XXV. Adoptando-se a avaliação quantitativa do laudo pericial do perito do expropriante, devidamente reajustado nos termos supra, por ser o único que se coaduna e tem aplicabilidade no incidente de liquidação, mais que não seja por recurso a juízo de equidade.
XXVI. Por último, a forma o tribunal a quo aborda a fixação do impacto visual e subsequente indemnização é, com o devido respeito, extremamente redutora, abstraindo do essencial já determinado, violando o princípio da justa indemnização, igualdade e proporcionalidade.
XXVII. Pelo que não obstante a bondade da fundamentação proferida pela Mª Juiza a quo, há muito foram abolidos os condicionalismos no cálculo da indemnização no processo expropriativo, devendo o expropriado receber aquilo que conseguiria obter pelos seus bens se não tivesse havido expropriação.
XXVIII. Pelo que a douta sentença viola o disposto nos artigos 358.º n.º2, 361.º, 607. n.º2, 609.º, 619.º, 620.º, 625., todos do Código de Processo Civil, bem como os artigos 2.º, 8.º, 23.º, 24.º do Código das Expropriações e artigo 62.ºn.º2 da CRP”.
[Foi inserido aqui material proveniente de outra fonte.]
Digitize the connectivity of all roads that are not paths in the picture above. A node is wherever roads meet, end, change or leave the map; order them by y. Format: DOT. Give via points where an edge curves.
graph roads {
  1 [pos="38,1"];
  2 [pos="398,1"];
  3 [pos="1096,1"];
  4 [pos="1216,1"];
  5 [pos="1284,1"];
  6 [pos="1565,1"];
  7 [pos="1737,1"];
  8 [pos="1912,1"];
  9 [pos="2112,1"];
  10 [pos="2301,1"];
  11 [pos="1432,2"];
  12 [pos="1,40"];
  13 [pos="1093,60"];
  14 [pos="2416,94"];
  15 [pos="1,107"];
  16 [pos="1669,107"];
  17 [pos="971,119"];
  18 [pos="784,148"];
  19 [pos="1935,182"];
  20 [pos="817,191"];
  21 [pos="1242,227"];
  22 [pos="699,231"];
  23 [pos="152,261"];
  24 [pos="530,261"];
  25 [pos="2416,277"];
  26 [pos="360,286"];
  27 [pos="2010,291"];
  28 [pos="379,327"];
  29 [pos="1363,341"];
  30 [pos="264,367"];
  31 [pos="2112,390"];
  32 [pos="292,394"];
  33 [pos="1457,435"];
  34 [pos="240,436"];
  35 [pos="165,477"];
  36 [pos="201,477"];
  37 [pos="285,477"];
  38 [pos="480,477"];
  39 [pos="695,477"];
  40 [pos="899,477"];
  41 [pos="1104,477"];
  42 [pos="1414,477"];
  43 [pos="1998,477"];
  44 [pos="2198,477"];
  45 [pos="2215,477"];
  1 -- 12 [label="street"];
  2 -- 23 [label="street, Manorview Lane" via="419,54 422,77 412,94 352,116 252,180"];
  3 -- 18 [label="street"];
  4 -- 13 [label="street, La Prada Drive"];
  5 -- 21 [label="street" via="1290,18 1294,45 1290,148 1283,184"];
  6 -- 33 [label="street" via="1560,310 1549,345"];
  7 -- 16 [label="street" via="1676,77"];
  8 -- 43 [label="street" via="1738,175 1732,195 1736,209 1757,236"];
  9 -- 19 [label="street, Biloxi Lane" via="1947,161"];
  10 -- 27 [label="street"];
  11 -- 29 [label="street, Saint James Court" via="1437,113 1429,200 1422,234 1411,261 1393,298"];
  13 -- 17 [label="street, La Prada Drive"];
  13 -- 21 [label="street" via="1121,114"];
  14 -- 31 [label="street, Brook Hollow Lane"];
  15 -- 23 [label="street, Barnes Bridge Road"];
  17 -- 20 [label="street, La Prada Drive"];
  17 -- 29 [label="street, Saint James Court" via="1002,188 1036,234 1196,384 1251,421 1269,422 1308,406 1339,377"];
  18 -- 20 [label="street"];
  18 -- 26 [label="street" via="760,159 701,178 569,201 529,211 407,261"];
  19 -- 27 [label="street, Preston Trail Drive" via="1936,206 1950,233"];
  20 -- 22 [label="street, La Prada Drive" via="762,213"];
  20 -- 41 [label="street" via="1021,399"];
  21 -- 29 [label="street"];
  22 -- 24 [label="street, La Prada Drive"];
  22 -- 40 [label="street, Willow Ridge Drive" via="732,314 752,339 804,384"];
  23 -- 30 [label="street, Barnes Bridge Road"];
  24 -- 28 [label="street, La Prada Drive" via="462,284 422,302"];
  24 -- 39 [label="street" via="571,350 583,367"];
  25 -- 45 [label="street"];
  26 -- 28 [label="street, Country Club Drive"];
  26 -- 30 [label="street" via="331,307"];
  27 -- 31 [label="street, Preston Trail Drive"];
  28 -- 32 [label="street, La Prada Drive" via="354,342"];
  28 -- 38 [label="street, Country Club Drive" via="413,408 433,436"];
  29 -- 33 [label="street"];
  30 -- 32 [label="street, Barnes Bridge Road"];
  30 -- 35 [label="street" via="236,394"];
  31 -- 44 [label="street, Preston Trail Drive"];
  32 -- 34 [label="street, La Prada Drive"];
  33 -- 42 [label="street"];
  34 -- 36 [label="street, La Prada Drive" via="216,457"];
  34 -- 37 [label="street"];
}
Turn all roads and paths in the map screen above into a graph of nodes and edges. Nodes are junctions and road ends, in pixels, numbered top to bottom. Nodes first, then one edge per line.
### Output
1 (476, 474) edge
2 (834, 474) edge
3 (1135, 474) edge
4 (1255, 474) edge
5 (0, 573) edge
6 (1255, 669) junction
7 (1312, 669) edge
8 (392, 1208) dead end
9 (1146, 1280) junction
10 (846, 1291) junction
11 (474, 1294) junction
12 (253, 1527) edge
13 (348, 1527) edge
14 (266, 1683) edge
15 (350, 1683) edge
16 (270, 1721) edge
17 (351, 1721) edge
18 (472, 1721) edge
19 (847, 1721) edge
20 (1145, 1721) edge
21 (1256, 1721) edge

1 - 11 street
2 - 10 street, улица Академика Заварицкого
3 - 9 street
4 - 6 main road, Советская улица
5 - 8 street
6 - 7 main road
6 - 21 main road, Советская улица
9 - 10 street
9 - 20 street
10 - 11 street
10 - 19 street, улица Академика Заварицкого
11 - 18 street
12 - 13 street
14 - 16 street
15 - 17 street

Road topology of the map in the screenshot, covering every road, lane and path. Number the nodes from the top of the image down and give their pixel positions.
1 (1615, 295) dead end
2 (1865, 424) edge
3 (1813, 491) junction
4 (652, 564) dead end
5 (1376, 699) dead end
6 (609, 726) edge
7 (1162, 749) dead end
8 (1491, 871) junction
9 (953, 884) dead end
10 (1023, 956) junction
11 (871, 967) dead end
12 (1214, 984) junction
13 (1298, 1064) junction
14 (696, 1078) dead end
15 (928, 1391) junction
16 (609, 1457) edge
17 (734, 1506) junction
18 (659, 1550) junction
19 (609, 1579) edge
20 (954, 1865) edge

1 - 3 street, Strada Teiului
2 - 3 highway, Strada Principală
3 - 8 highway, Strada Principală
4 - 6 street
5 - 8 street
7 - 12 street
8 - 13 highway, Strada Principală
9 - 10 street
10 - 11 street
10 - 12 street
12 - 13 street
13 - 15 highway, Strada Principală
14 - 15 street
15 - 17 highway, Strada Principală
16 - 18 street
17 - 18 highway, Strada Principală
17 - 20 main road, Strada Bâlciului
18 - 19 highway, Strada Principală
Termina pedindo que se julgue procedente o presente recurso e que, alterando a referida matéria de facto, se altere a sentença recorrida, atribuindo “uma depreciação por impacto visual, a todas as parcelas, dentro dos intervalos definidos no laudo do perito especialista BB, adotando-se o laudo do perito do expropriado (devidamente adaptado como supra se explicou), por ser o que mais se adequa ao conceito da justa indemnização, e se outra causa não houvesse, sempre deve adoptado por recurso a juízo de equidade. Se assim não se entender, o que não se concede, sempre deve o processo regressar à primeira devendo ser ordenada nova perícia”.
7- Respondeu a Ré pugnando pela confirmação do julgado.
8- Recebido o recurso e preparada a deliberação, importa tomá-la.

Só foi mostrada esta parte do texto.